Accounting for the effect of diffuse reflections and fittings within street canyons, on the sound propagation predicted by ray tracing codes

Diffusion on building facades and fittings within a street can significantly affect sound propagation in urban areas. These phenomena are however not reproduced by the widespread outdoor sound propagation models that are based on ray codes algorithms, because their modeling would induce increased computational costs. In this paper, a set of 32 175 simulations is achieved with a sound particle tracing code to quantify the errors made when neglecting acoustic diffusion within street canyons, according to the street geometry (width, height, distance between the point source and the receiver), the acoustical properties of the street (diffusion and absorption coefficient of the facades, absorption coefficient of the ground), and the acoustical properties of the fittings (mean free path and average absorption coefficient), in the case of a receiver height of 1.5 m.
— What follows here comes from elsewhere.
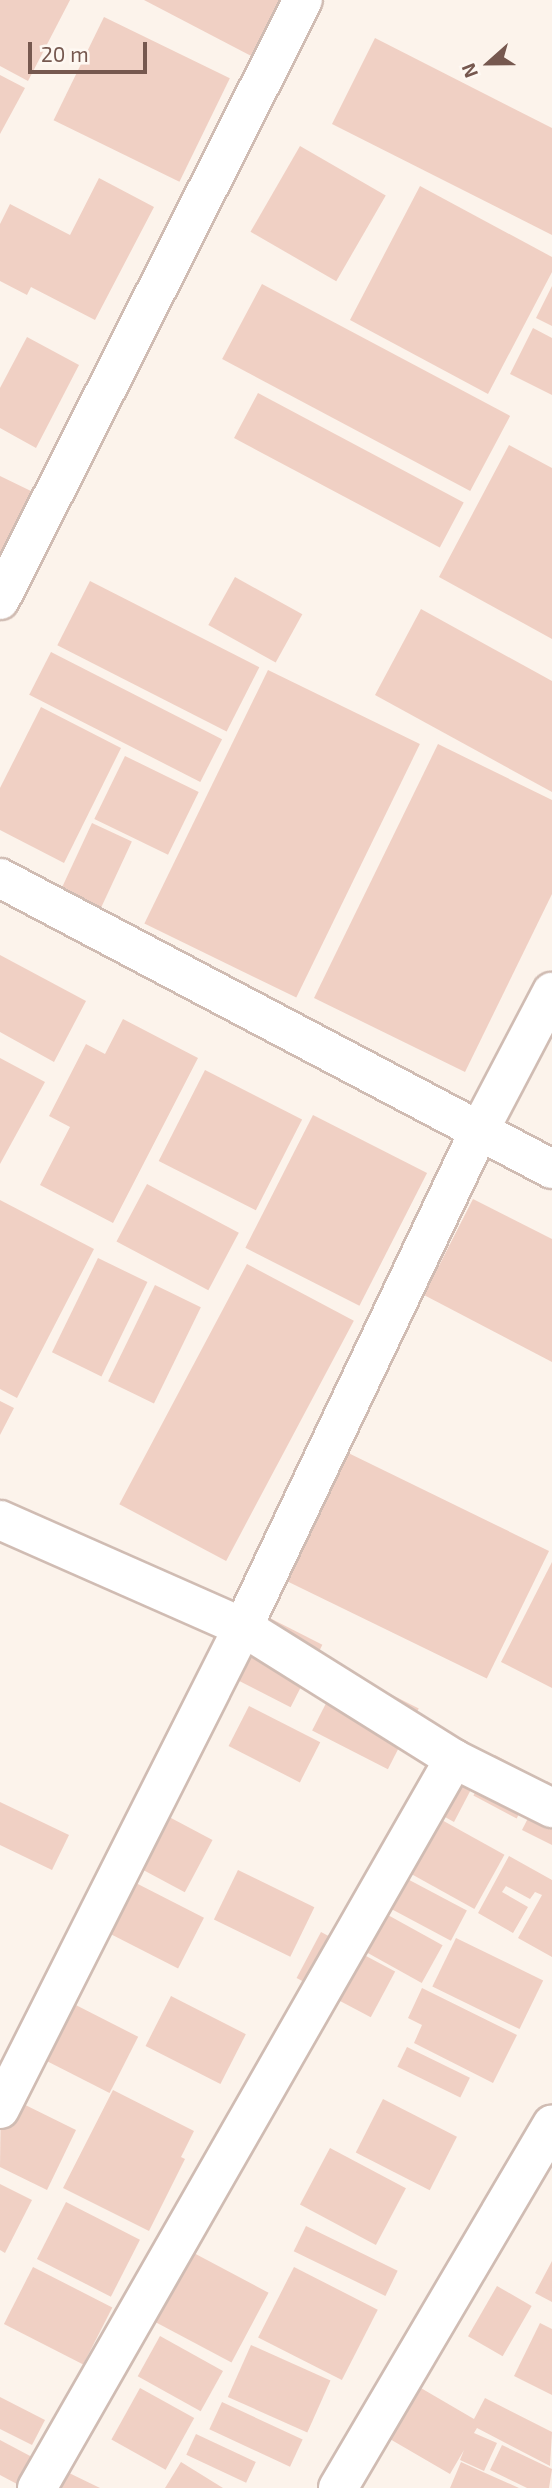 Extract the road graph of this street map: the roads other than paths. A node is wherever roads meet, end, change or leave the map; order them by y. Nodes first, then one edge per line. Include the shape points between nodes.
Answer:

The diffuse reflections can lead to reduction of 2 dB to an increase of 4 dB of sound pressure levels in the absence of fittings, and can lead to an increase of 10 dB of sound pressure levels in the presence of fittings, for the most unfavorable configurations. The influence of the acoustical parameters and the influence of the street geometry on sound attenuation are closely linked to each other. Moreover, acoustic diffusion results in an overall sound level increase if one considers a linear point source distribution. Finally, regressions are proposed that estimate the impact of diffusive reflections and street fittings on sound propagation as a function of the input parameters. These regressions can now be advantageously used to refine sound levels estimations within street canyons, when using classical outdoor sound propagation models, in the range of the parameters tested.